● **What is needed**
If a record below holds a picture, leave the picture out and copy the rest exactly.

● **Data to examine**
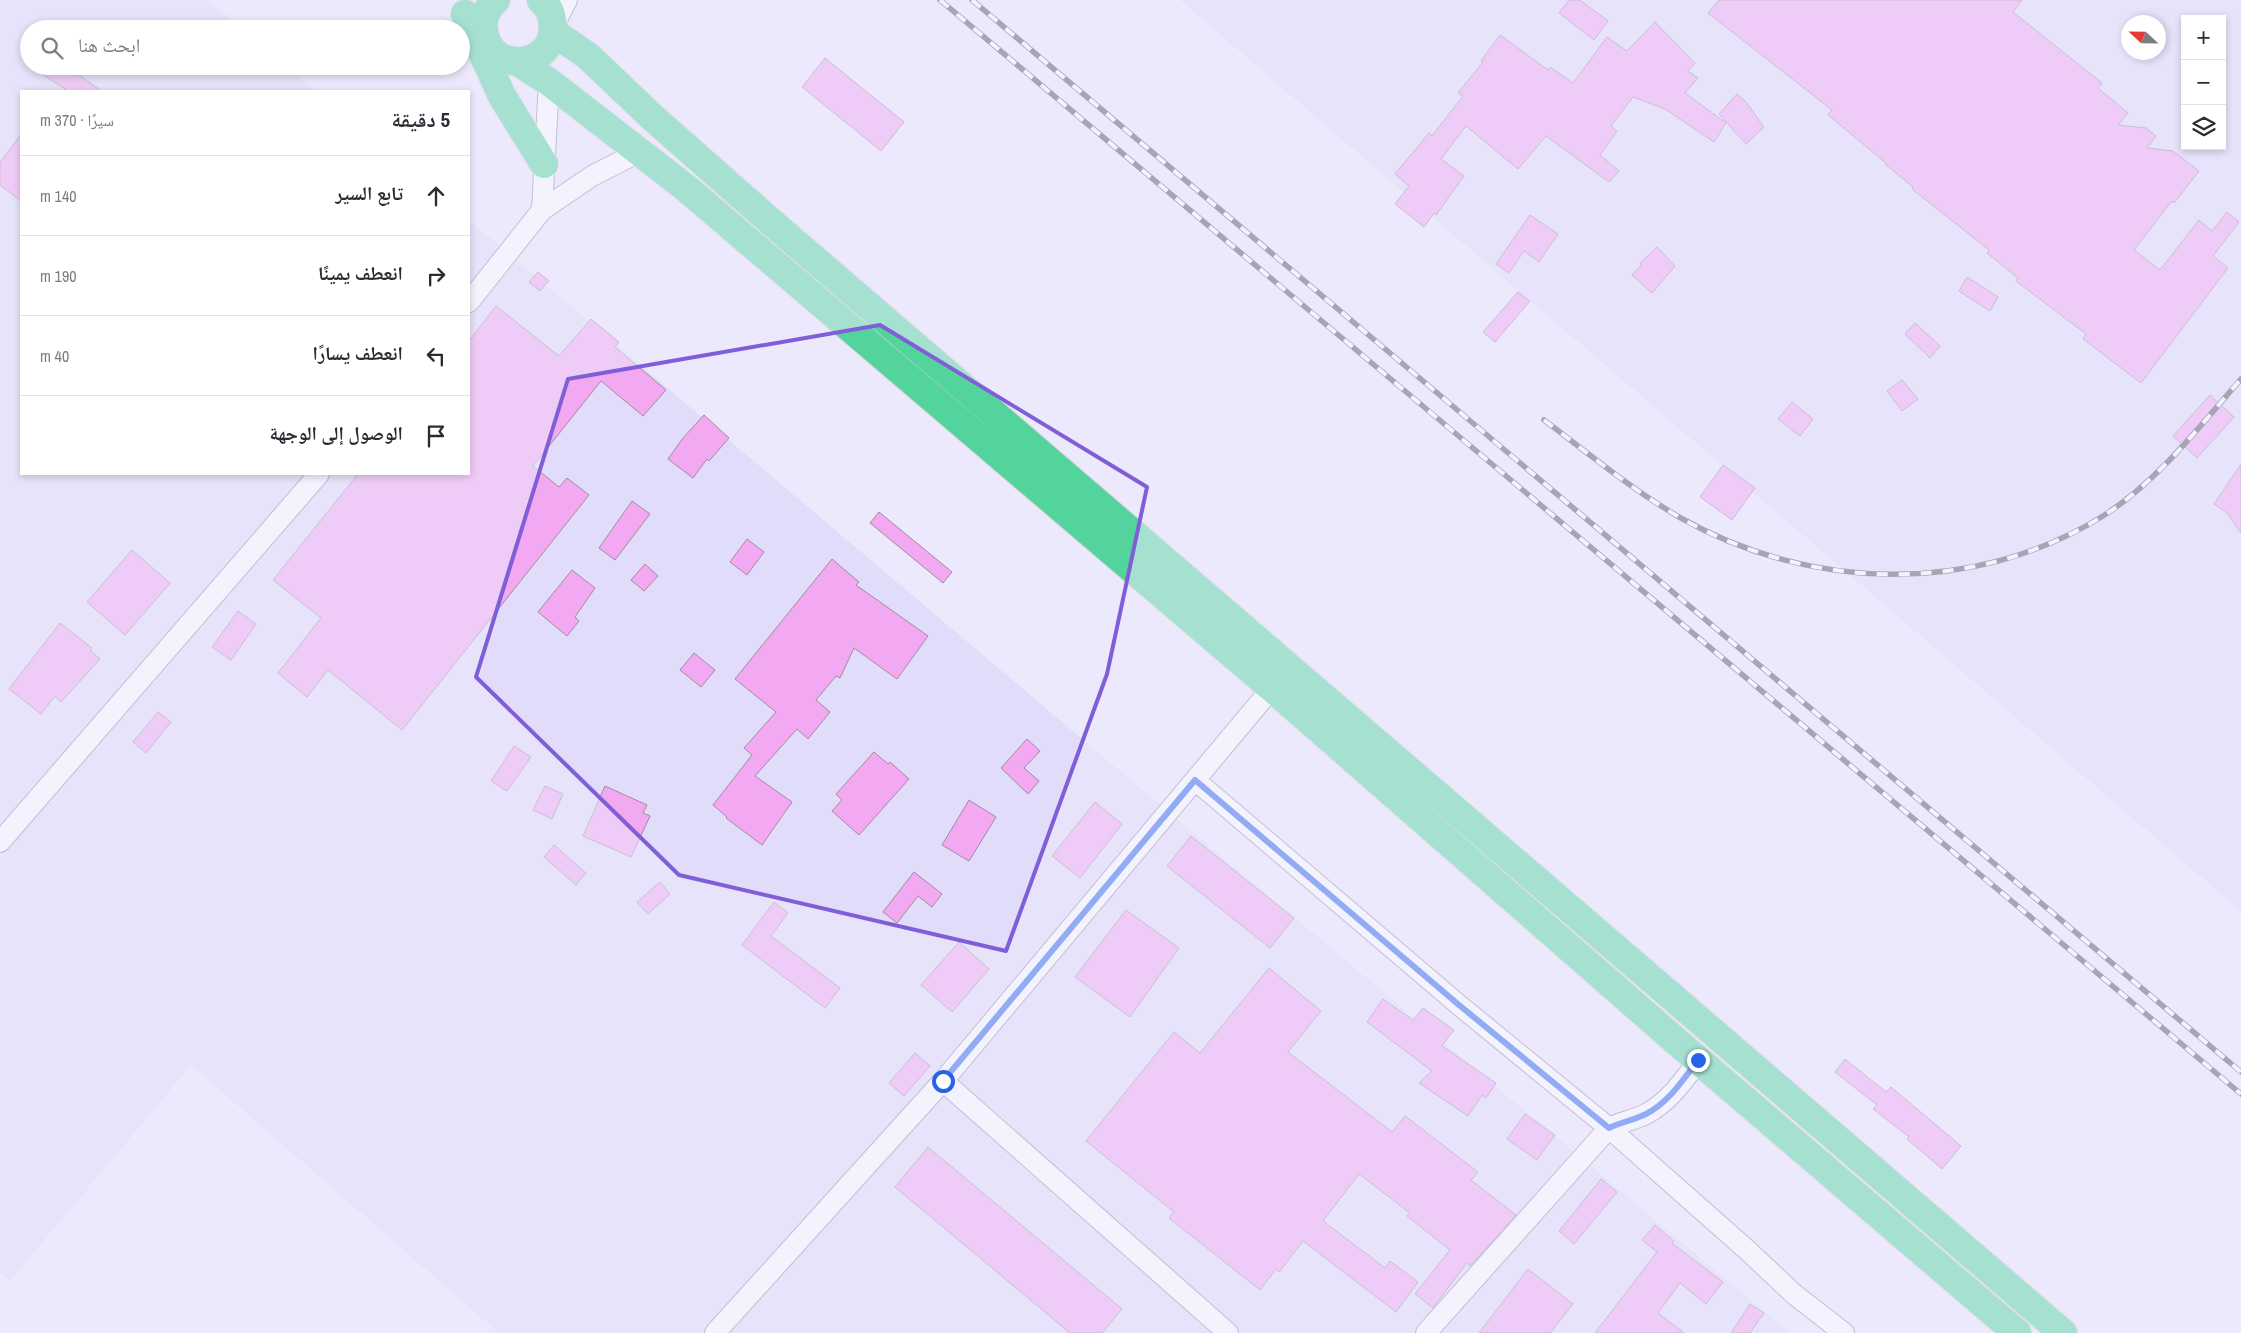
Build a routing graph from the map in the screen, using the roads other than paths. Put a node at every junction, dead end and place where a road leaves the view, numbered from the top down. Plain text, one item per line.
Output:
1 (496, 0) edge
2 (541, 0) edge
3 (567, 0) edge
4 (459, 7) edge
5 (465, 20) edge
6 (470, 30) edge
7 (553, 30) junction
8 (485, 37) junction
9 (518, 62) junction
10 (549, 82) junction
11 (639, 152) junction
12 (544, 164) junction
13 (542, 210) junction
14 (470, 301) edge
15 (318, 475) edge
16 (1272, 688) junction
17 (1195, 780) junction
18 (0, 842) edge
19 (1698, 1060) junction
20 (943, 1081) junction
21 (1609, 1128) junction
22 (715, 1333) edge
23 (1228, 1333) edge
24 (1426, 1333) edge
25 (1844, 1333) edge
26 (2018, 1333) edge
27 (2064, 1333) edge

1 - 8 highway
2 - 7 highway
3 - 7 street
4 - 5 highway
4 - 8 highway
6 - 12 highway
7 - 9 highway
7 - 27 highway
8 - 9 highway
9 - 10 highway
10 - 11 highway
10 - 12 street
11 - 13 street
11 - 16 highway
12 - 13 street
13 - 14 street
15 - 18 street
16 - 17 street
16 - 19 highway
17 - 20 street
17 - 21 street
19 - 21 street
19 - 26 highway
20 - 22 street
20 - 23 street
21 - 24 street
21 - 25 street

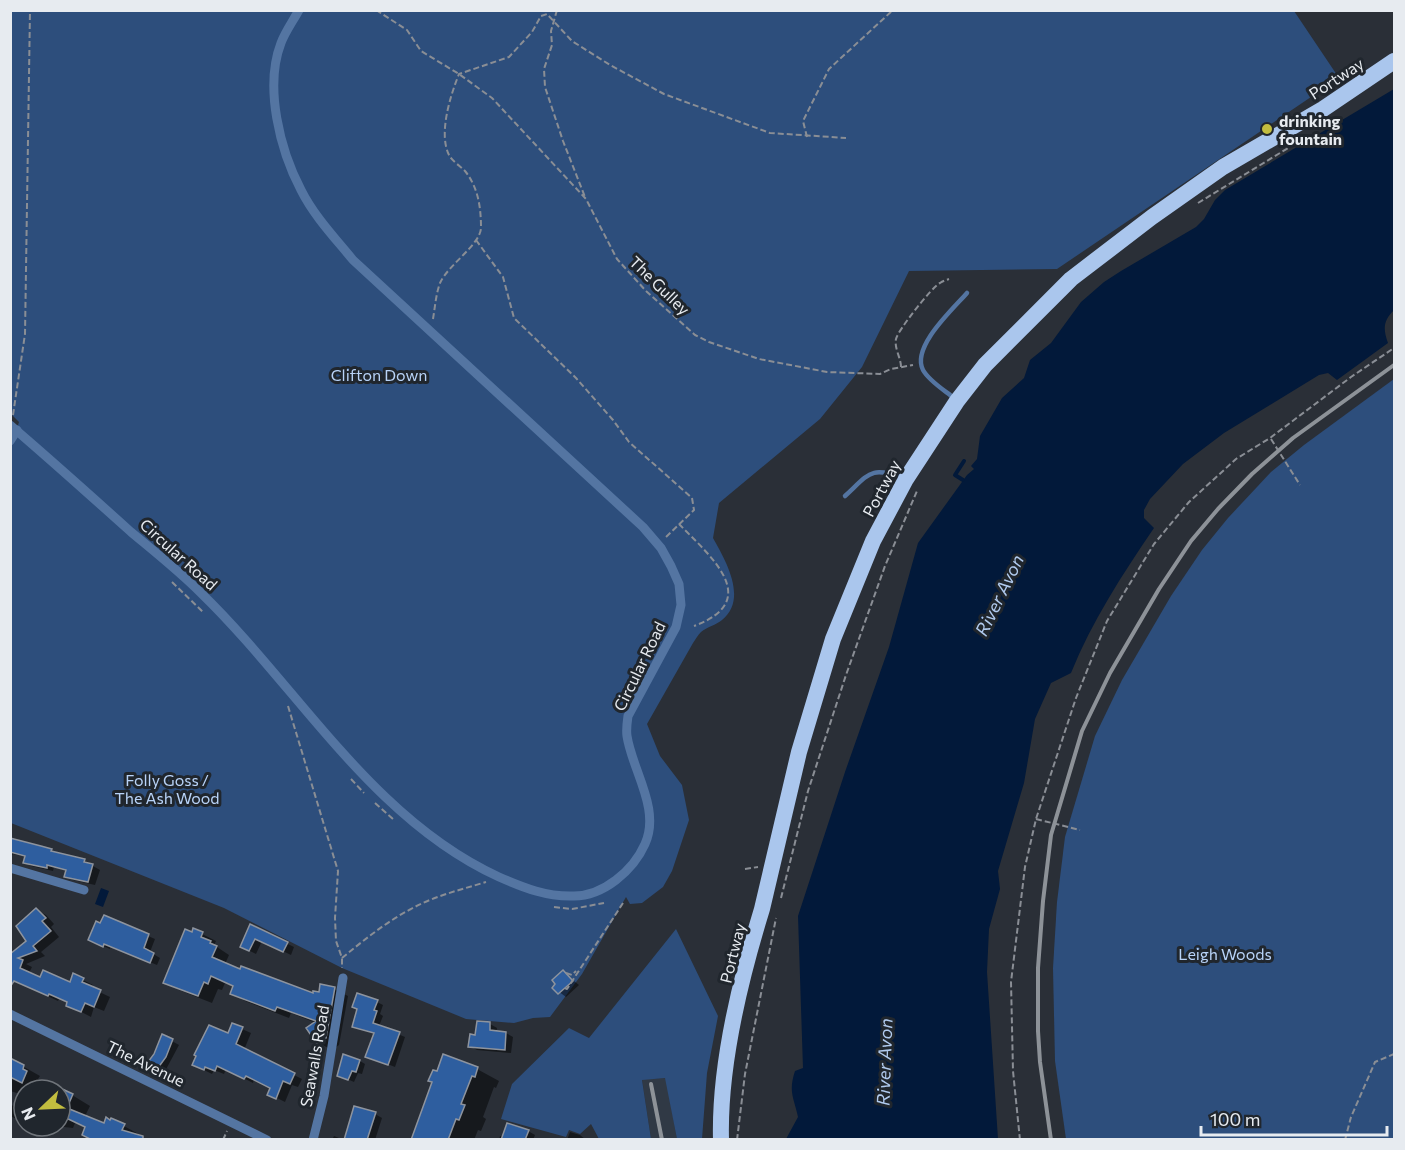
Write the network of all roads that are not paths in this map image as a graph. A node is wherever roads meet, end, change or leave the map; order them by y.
1 (299, 10) edge
2 (1395, 61) edge
3 (967, 293) dead end
4 (957, 401) junction
5 (14, 428) edge
6 (10, 441) edge
7 (913, 481) junction
8 (845, 496) dead end
9 (10, 868) edge
10 (84, 890) dead end
11 (343, 978) road end
12 (10, 1014) edge
13 (267, 1140) edge
14 (313, 1140) edge
15 (721, 1140) edge

1 - 5 street, Circular Road
2 - 4 highway, Portway
3 - 4 lane
4 - 7 highway, Portway
5 - 6 street
7 - 8 lane
7 - 15 highway, Portway
9 - 10 street
11 - 14 street, Seawalls Road
12 - 13 street, The Avenue

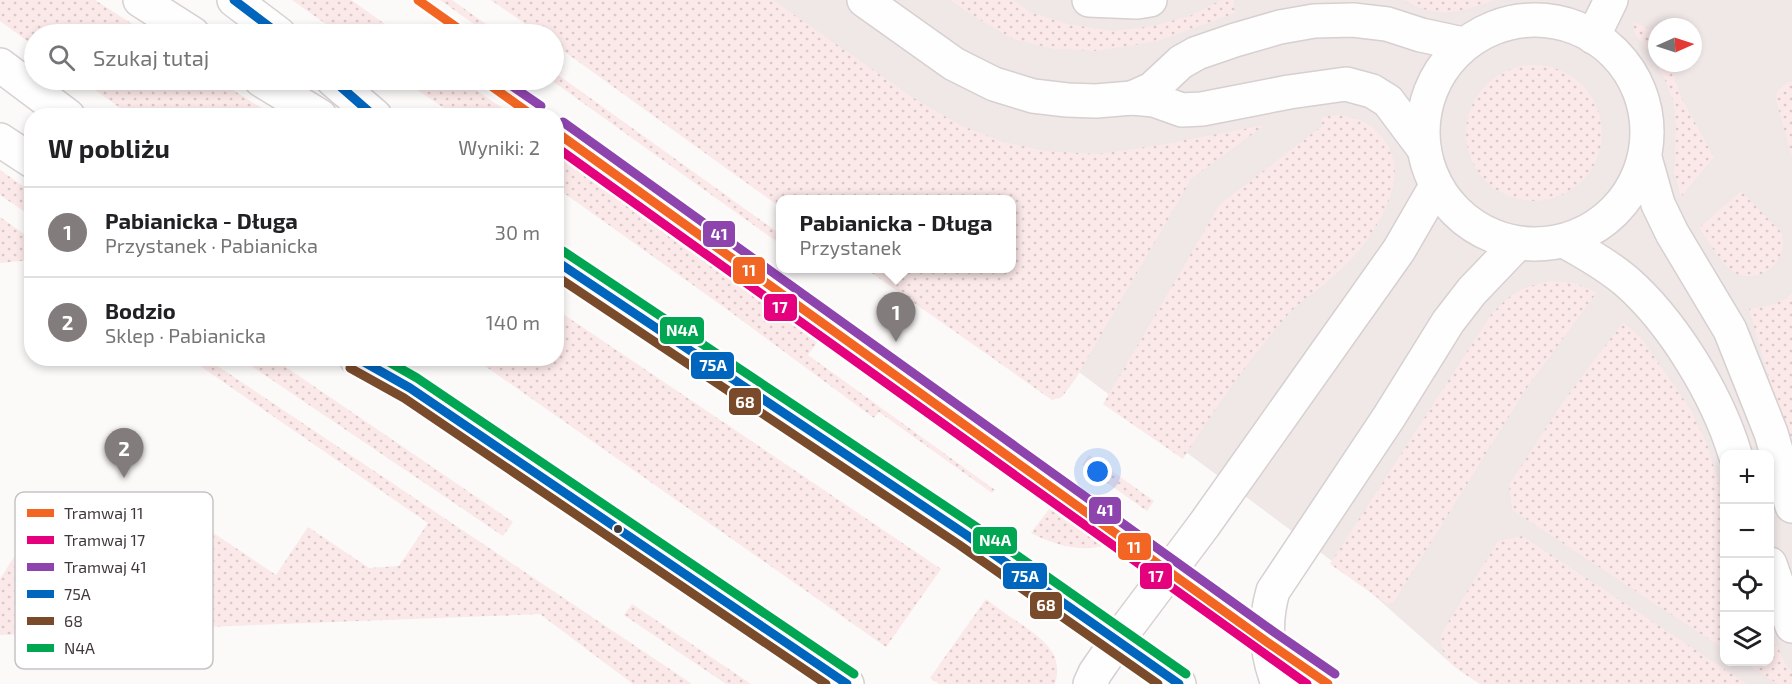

● **Answer section**
Build a routing graph from the map in the screen, using the roads other than paths. Put a node at every junction, dead end and place where a road leaves the view, numbered from the top down. Plain text, one item per line.
Output:
1 (496, 0) edge
2 (541, 0) edge
3 (567, 0) edge
4 (459, 7) edge
5 (465, 20) edge
6 (470, 30) edge
7 (553, 30) junction
8 (485, 37) junction
9 (518, 62) junction
10 (549, 82) junction
11 (639, 152) junction
12 (544, 164) junction
13 (542, 210) junction
14 (470, 301) edge
15 (318, 475) edge
16 (1272, 688) junction
17 (1195, 780) junction
18 (0, 842) edge
19 (1698, 1060) junction
20 (943, 1081) junction
21 (1609, 1128) junction
22 (715, 1333) edge
23 (1228, 1333) edge
24 (1426, 1333) edge
25 (1844, 1333) edge
26 (2018, 1333) edge
27 (2064, 1333) edge

1 - 8 highway
2 - 7 highway
3 - 7 street
4 - 5 highway
4 - 8 highway
6 - 12 highway
7 - 9 highway
7 - 27 highway
8 - 9 highway
9 - 10 highway
10 - 11 highway
10 - 12 street
11 - 13 street
11 - 16 highway
12 - 13 street
13 - 14 street
15 - 18 street
16 - 17 street
16 - 19 highway
17 - 20 street
17 - 21 street
19 - 21 street
19 - 26 highway
20 - 22 street
20 - 23 street
21 - 24 street
21 - 25 street

Write the network of all roads that are not paths in this map image as a graph. A node is wherever roads meet, end, change or leave the map; order them by y.
1 (299, 10) edge
2 (1395, 61) edge
3 (967, 293) dead end
4 (957, 401) junction
5 (14, 428) edge
6 (10, 441) edge
7 (913, 481) junction
8 (845, 496) dead end
9 (10, 868) edge
10 (84, 890) dead end
11 (343, 978) road end
12 (10, 1014) edge
13 (267, 1140) edge
14 (313, 1140) edge
15 (721, 1140) edge

1 - 5 street, Circular Road
2 - 4 highway, Portway
3 - 4 lane
4 - 7 highway, Portway
5 - 6 street
7 - 8 lane
7 - 15 highway, Portway
9 - 10 street
11 - 14 street, Seawalls Road
12 - 13 street, The Avenue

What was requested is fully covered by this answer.